This commit therefore removes the RCU-bh update-side implementation and
defines RCU-bh's update-side API in terms of that of either RCU-preempt or
RCU-sched, depending on the setting of the CONFIG_PREEMPT Kconfig option.
In kernels built with CONFIG_RCU_NOCB_CPU=y this has the knock-on effect
of reducing by one the number of rcuo kthreads per CPU.
Signed-off-by: Paul E. McKenney <paulmck@linux.vnet.ibm.com>
One necessary step towards consolidating the three flavors of RCU is to
make sure that the resulting consolidated "one flavor to rule them all"
correctly handles networking denial-of-service attacks. One thing that
allows RCU-bh to do so is that __do_softirq() invokes rcu_bh_qs() every
so often, and so something similar has to happen for consolidated RCU.
This must be done carefully. For example, if a preemption-disabled
region of code takes an interrupt which does softirq processing before
returning, consolidated RCU must ignore the resulting rcu_bh_qs()
invocations -- preemption is still disabled, and that means an RCU
reader for the consolidated flavor.
This commit therefore creates a new rcu_softirq_qs() that is called only
from the ksoftirqd task, thus avoiding the interrupted-a-preempted-region
problem. This new rcu_softirq_qs() function invokes rcu_sched_qs(),
rcu_preempt_qs(), and rcu_preempt_deferred_qs(). The latter call handles
any deferred quiescent states.
Note that __do_softirq() still invokes rcu_bh_qs(). It will continue to
do so until a later stage of cleanup when the RCU-bh flavor is removed.

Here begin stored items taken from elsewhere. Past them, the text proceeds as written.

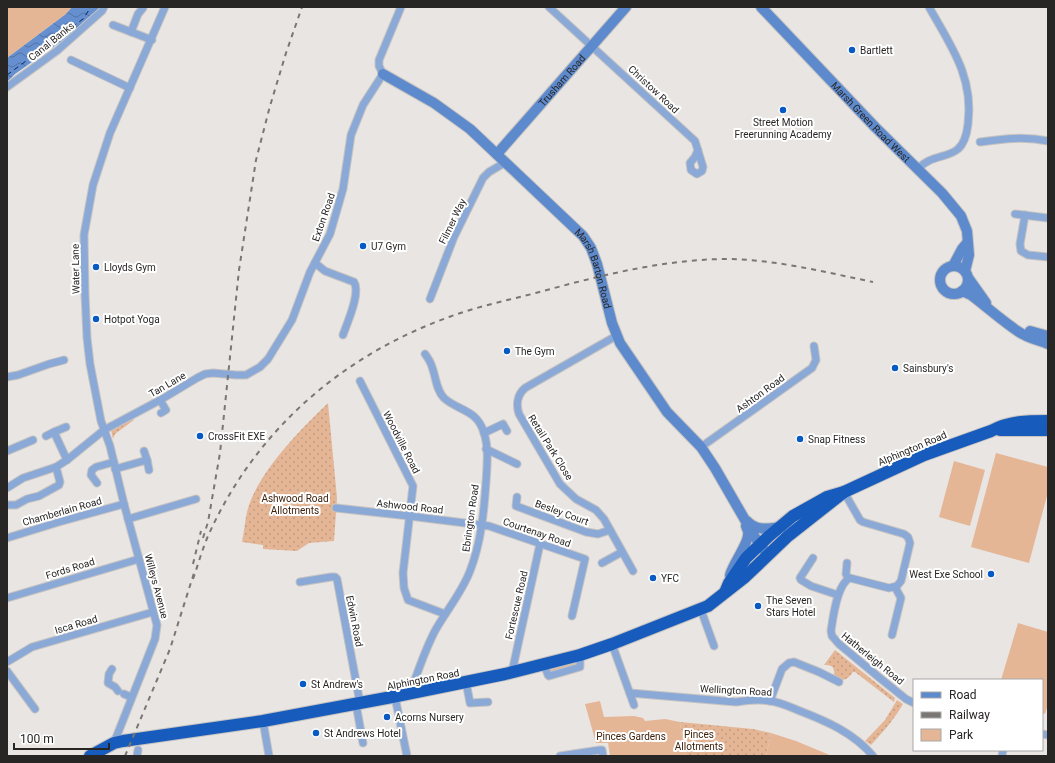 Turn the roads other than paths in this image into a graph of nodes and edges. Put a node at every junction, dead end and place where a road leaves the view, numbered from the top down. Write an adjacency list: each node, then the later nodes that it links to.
1 (104, 7): 15 (street, Canal Banks)
2 (165, 7): 11 (street, Water Lane)
3 (401, 7): 14 (street)
4 (549, 7): 12 (street, Christow Road)
5 (626, 7): 12 (street, Trusham Road)
6 (761, 7): 22 (street, Marsh Green Road West)
7 (929, 7): 22 (street)
8 (143, 8): 10 (street)
9 (113, 25): 10 (street)
10 (131, 32): 11 (street)
11 (152, 40): 16 (street, Water Lane)
12 (593, 46): 19 (street, Christow Road); 20 (street, Trusham Road)
13 (71, 60): 16 (street)
14 (383, 74): 20 (street, Marsh Barton Road); 28 (street, Exton Road)
15 (7, 87)
16 (130, 88): 51 (street, Water Lane)
17 (1048, 141): 18 (street)
18 (980, 142)
19 (698, 150)
20 (497, 154): 21 (street, Marsh Barton Road)
21 (506, 162): 32 (street, Filmer Way); 36 (street, Marsh Barton Road)
22 (918, 169): 26 (street, Marsh Green Road West)
23 (1015, 214): 24 (street)
24 (1025, 215): 25 (street); 27 (street)
25 (1048, 218)
26 (967, 243): 29 (street); 30 (street, Marsh Green Road West)
27 (1048, 258)
28 (315, 264): 35 (street); 42 (street, Exton Road)
29 (953, 266): 30 (street); 31 (street)
30 (967, 275): 31 (street); 33 (street)
31 (962, 291): 33 (street)
32 (430, 299)
33 (991, 311): 34 (street)
34 (1011, 326): 37 (street); 38 (street)
35 (343, 335)
36 (616, 336): 59 (street, Marsh Barton Road); 82 (street, Retail Park Close)
37 (1048, 336)
38 (1048, 344)
39 (814, 346): 59 (street, Ashton Road)
40 (425, 354): 56 (street, Ebrington Road)
41 (64, 360): 43 (street)
42 (246, 375): 45 (street, Tan Lane)
43 (7, 377)
44 (360, 381): 77 (street, Woodville Road)
45 (160, 400): 46 (street); 51 (street, Tan Lane)
46 (161, 413)
47 (1048, 416): 48 (street)
48 (1024, 421): 49 (highway, Alphington Road); 54 (highway, Alphington Road)
49 (1048, 421)
50 (66, 427): 55 (street)
51 (104, 430): 63 (street); 66 (street, Willeys Avenue)
52 (1048, 430): 54 (highway, Alphington Road)
53 (507, 431): 56 (street)
54 (991, 431): 71 (highway, Alphington Road)
55 (54, 432): 57 (street); 63 (street)
56 (484, 433): 60 (street, Ebrington Road)
57 (46, 436)
58 (33, 440): 61 (street)
59 (701, 447): 78 (street, Marsh Barton Road)
60 (486, 449): 65 (street); 80 (street, Ebrington Road)
61 (7, 451)
62 (144, 451): 64 (street)
63 (67, 460): 67 (street)
64 (147, 460): 66 (street); 68 (street)
65 (517, 464)
66 (115, 466): 69 (street); 74 (street, Willeys Avenue)
67 (56, 468): 70 (street); 75 (street)
68 (149, 470)
69 (97, 483)
70 (8, 486)
71 (844, 492): 81 (highway, Alphington Road); 83 (highway, Alphington Road); 97 (street)
72 (517, 497): 82 (street, Besley Court)
73 (196, 499): 79 (street)
74 (124, 504): 79 (street, Willeys Avenue); 84 (street, Chamberlain Road)
75 (7, 505)
76 (336, 508): 77 (street, Ashwood Road)
77 (410, 516): 80 (street, Ashwood Road); 103 (street, Woodville Road)
78 (743, 517): 81 (street, Marsh Barton Road); 85 (street, Marsh Barton Road); 96 (street, Marsh Barton Road)
79 (128, 519): 90 (street, Willeys Avenue)
80 (481, 525): 86 (street, Courtenay Road); 103 (street, Ebrington Road)
81 (780, 527): 85 (highway, Alphington Road)
82 (610, 530): 87 (street, Retail Park Close)
83 (788, 536): 85 (street); 88 (highway, Alphington Road)
84 (7, 538)
85 (759, 542): 88 (street, Marsh Barton Road); 96 (highway, Alphington Road)
86 (540, 544): 104 (street, Courtenay Road); 111 (street, Fortescue Road)
87 (622, 552): 91 (street); 93 (street, Retail Park Close)
88 (768, 555): 98 (highway, Alphington Road)
89 (813, 558): 99 (street)
90 (139, 559): 100 (street, Fords Road); 102 (street, Willeys Avenue)
91 (602, 563)
92 (847, 563): 94 (street)
93 (633, 571)
94 (848, 578): 97 (street); 99 (street, Hatherleigh Road)
95 (300, 582): 121 (street, Edwin Road)
96 (728, 583): 98 (highway, Alphington Road)
97 (895, 587): 105 (street)
98 (724, 595): 101 (highway, Alphington Road)
99 (838, 595): 120 (street, Hatherleigh Road)
100 (7, 598)
101 (701, 610): 106 (highway, Alphington Road); 107 (street)
102 (153, 612): 108 (street, Isca Road); 116 (street, Willeys Avenue)
103 (445, 614): 114 (street, Ebrington Road)
104 (572, 616)
105 (892, 635)
106 (612, 644): 111 (highway, Alphington Road); 115 (street)
107 (714, 646)
108 (7, 662)
109 (112, 669): 116 (street)
110 (7, 670): 123 (street)
111 (512, 672): 112 (highway, Alphington Road)
112 (466, 682): 114 (highway, Alphington Road); 119 (street)
113 (839, 682): 118 (street)
114 (410, 693): 117 (highway, Alphington Road)
115 (630, 693): 118 (street, Wellington Road); 122 (street)
116 (131, 697): 125 (street, Willeys Avenue)
117 (395, 697): 121 (highway, Alphington Road); 130 (street)
118 (770, 701): 132 (street, Wellington Road)
119 (488, 702)
120 (913, 702)
121 (358, 704): 124 (highway, Alphington Road); 126 (street)
122 (634, 705)
123 (35, 709)
124 (263, 721): 125 (highway, Alphington Road); 129 (street)
125 (114, 743): 128 (highway)
126 (363, 743)
127 (601, 753): 131 (street)
128 (90, 756)
129 (269, 756)
130 (407, 756)
131 (560, 756)
132 (873, 756) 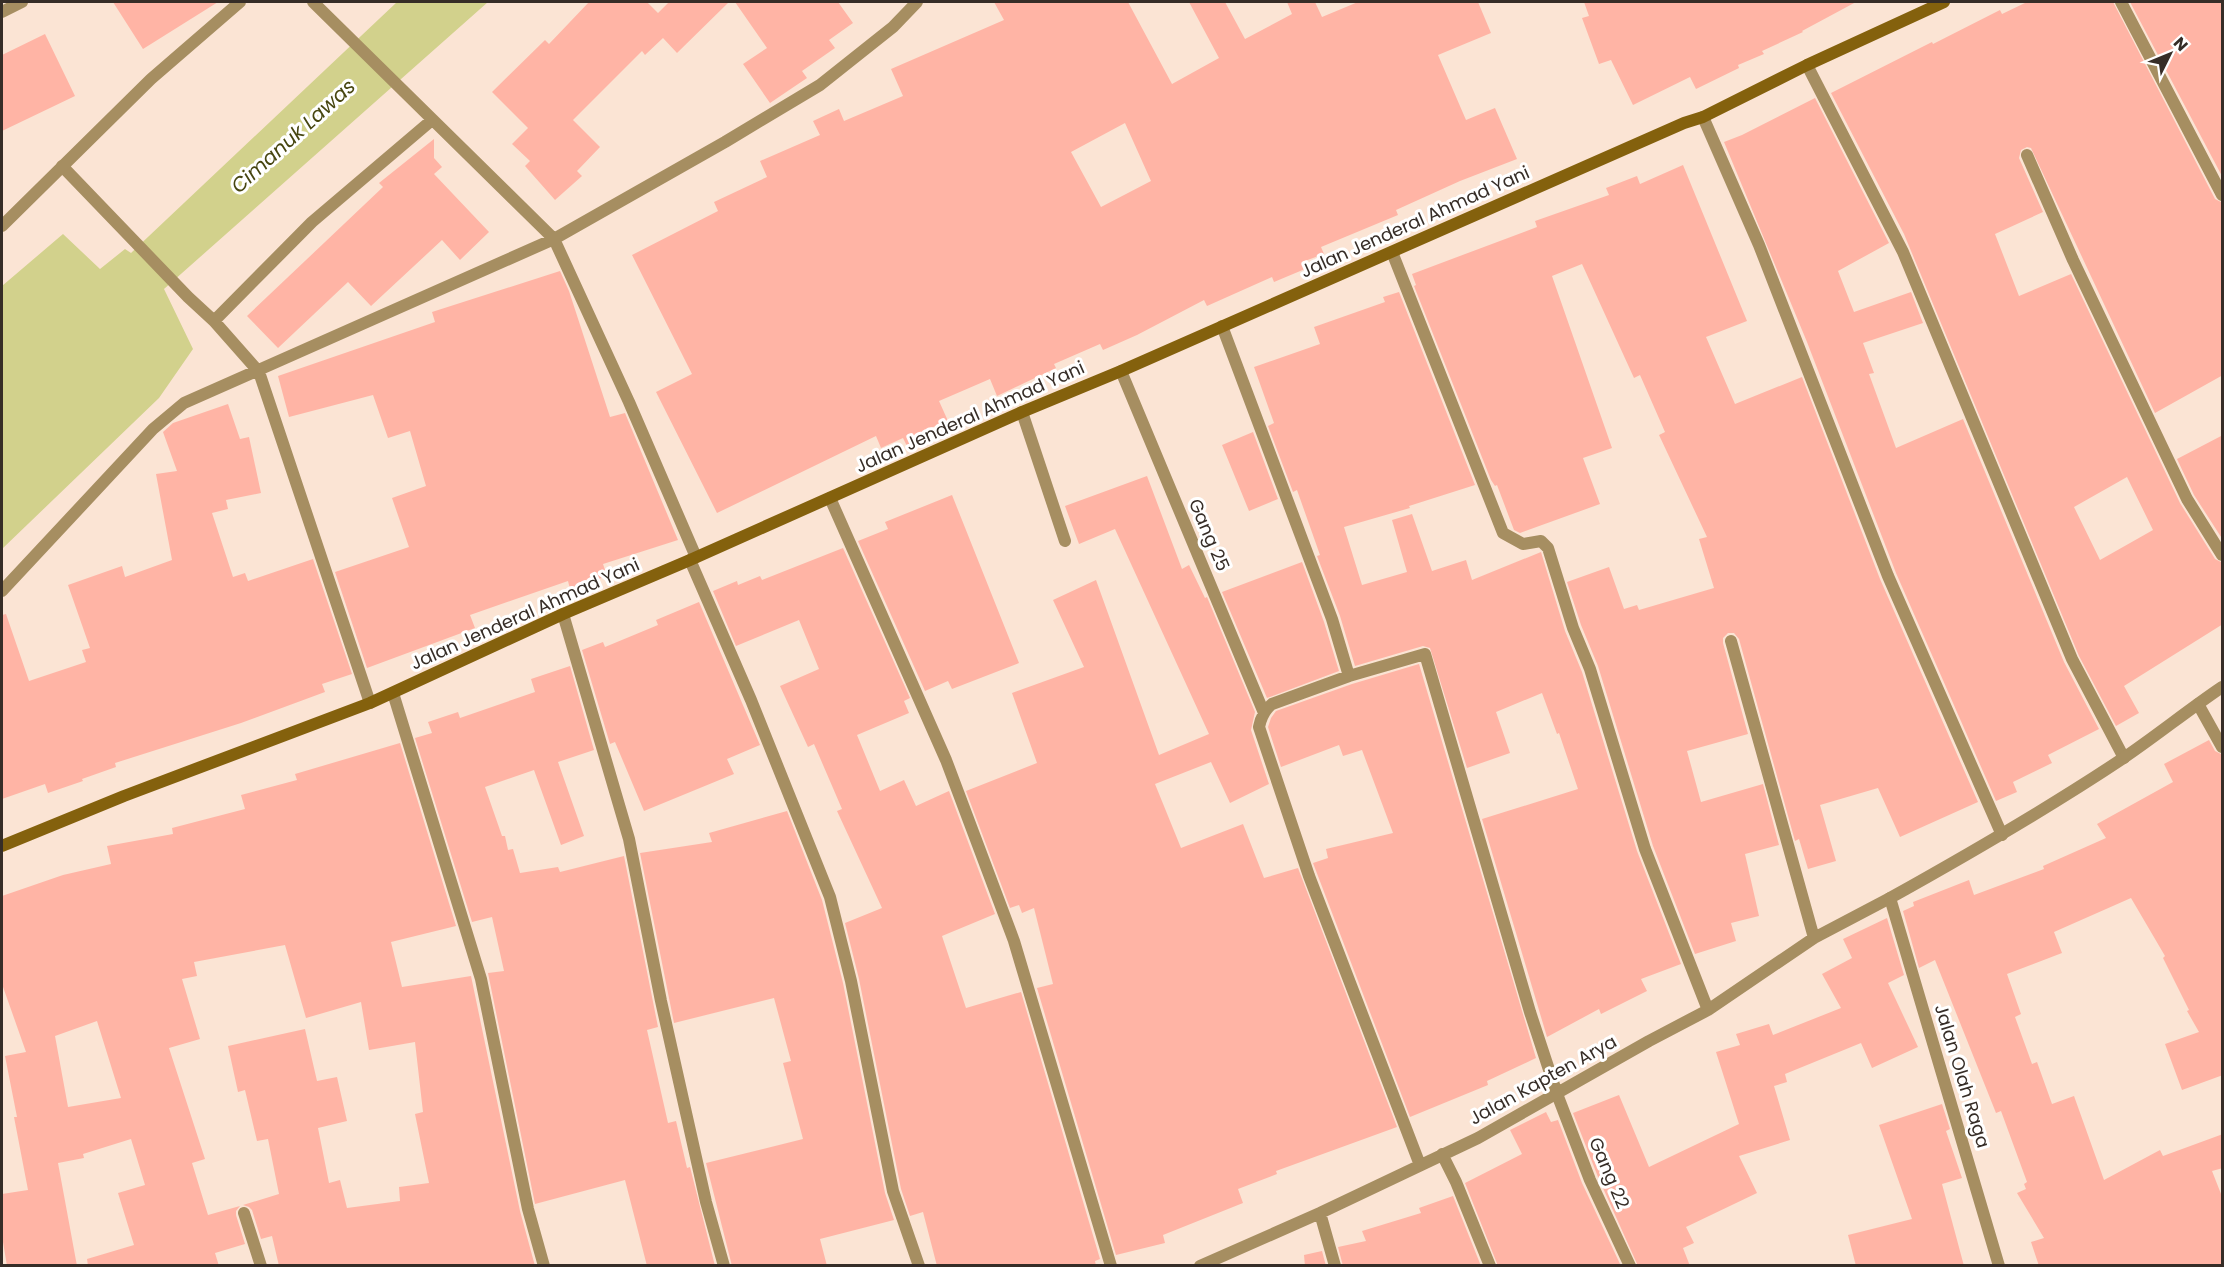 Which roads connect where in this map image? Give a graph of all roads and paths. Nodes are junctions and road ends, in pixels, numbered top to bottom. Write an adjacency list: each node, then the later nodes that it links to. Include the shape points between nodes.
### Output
1 (22, 2): 7 (street)
2 (240, 2): 12 (street, via 151,79)
3 (313, 2): 10 (street)
4 (917, 2): 15 (street, via 893,27 820,85)
5 (1944, 2): 8 (main road, Jalan Jenderal Ahmad Yani)
6 (2121, 2): 13 (street)
7 (2, 12)
8 (1807, 65): 9 (main road, Jalan Jenderal Ahmad Yani); 36 (street, via 1903,252 2072,659)
9 (1703, 117): 16 (main road, Jalan Jenderal Ahmad Yani); 37 (street, via 1759,245 1888,576)
10 (432, 120): 15 (street); 17 (street, via 312,222)
11 (2027, 154): 24 (street, via 2187,499)
12 (62, 166): 14 (street); 17 (street)
13 (2223, 195)
14 (2, 226)
15 (554, 239): 20 (street); 25 (street, via 629,402)
16 (1392, 252): 18 (main road, Jalan Jenderal Ahmad Yani); 41 (street, via 1503,533 1522,544 1541,541 1548,548 1645,849)
17 (214, 321): 20 (street)
18 (1222, 326): 19 (main road, Jalan Jenderal Ahmad Yani); 29 (street)
19 (1121, 371): 21 (main road, Jalan Jenderal Ahmad Yani); 34 (street, Gang 25)
20 (259, 372): 26 (street, via 184,403 153,429); 32 (street)
21 (1022, 412): 22 (main road, Jalan Jenderal Ahmad Yani); 23 (street)
22 (830, 498): 25 (main road, Jalan Jenderal Ahmad Yani); 52 (street, via 946,760 1014,941)
23 (1065, 541)
24 (2223, 555)
25 (693, 559): 27 (main road, Jalan Jenderal Ahmad Yani); 51 (street, via 830,897 893,1191)
26 (2, 591)
27 (563, 614): 31 (main road, Jalan Jenderal Ahmad Yani); 50 (street, via 628,840 706,1202)
28 (1731, 641): 40 (street)
29 (1350, 676): 34 (street, via 1272,704); 42 (street, Gang 22, via 1425,654)
30 (2223, 687): 33 (street, Jalan Kapten Arya)
31 (393, 693): 32 (main road, Jalan Jenderal Ahmad Yani); 49 (street, via 481,980 528,1209)
32 (370, 703): 38 (main road, Jalan Jenderal Ahmad Yani)
33 (2198, 704): 35 (street); 36 (street, Jalan Kapten Arya)
34 (1264, 713): 44 (street, via 1259,727 1309,876)
35 (2223, 747)
36 (2124, 758): 37 (street, Jalan Kapten Arya)
37 (2002, 835): 39 (street, Jalan Kapten Arya)
38 (2, 846)
39 (1890, 897): 40 (street, Jalan Kapten Arya); 56 (street, Jalan Olah Raga)
40 (1814, 938): 41 (street, Jalan Kapten Arya)
41 (1708, 1010): 42 (street, Jalan Kapten Arya)
42 (1557, 1094): 43 (street, Jalan Kapten Arya); 55 (street, Gang 22, via 1590,1180)
43 (1442, 1154): 44 (street, Jalan Kapten Arya); 54 (street)
44 (1420, 1166): 46 (street, Jalan Kapten Arya)
45 (244, 1213): 48 (street)
46 (1320, 1213): 47 (street, Jalan Kapten Arya); 53 (street)
47 (1201, 1265)
48 (261, 1266)
49 (544, 1266)
50 (724, 1266)
51 (919, 1266)
52 (1111, 1266)
53 (1335, 1266)
54 (1490, 1266)
55 (1630, 1266)
56 (1999, 1266)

Signed-off-by: Paul E. McKenney <paulmck@linux.vnet.ibm.com>
[ paulmck: Fix !SMP issue located by kbuild test robot. ]
RCU's dyntick-idle code is written to tolerate half-interrupts, that it,
either an interrupt that invokes rcu_irq_enter() but never invokes the
corresponding rcu_irq_exit() on the one hand, or an interrupt that never
invokes rcu_irq_enter() but does invoke the "corresponding" rcu_irq_exit()
on the other. These things really did happen at one time, as evidenced
by this ca-2011 LKML post:
http://lkml.kernel.org/r/20111014170019.GE2428@linux.vnet.ibm.com
The reason why RCU tolerates half-interrupts is that usermode helpers
used exceptions to invoke a system call from within the kernel such that
the system call did a normal return (not a return from exception) to
the calling context. This caused rcu_irq_enter() to be invoked without
a matching rcu_irq_exit(). However, usermode helpers have since been
rewritten to make much more housebroken use of workqueues, kernel threads,
and do_execve(), and therefore should no longer produce half-interrupts.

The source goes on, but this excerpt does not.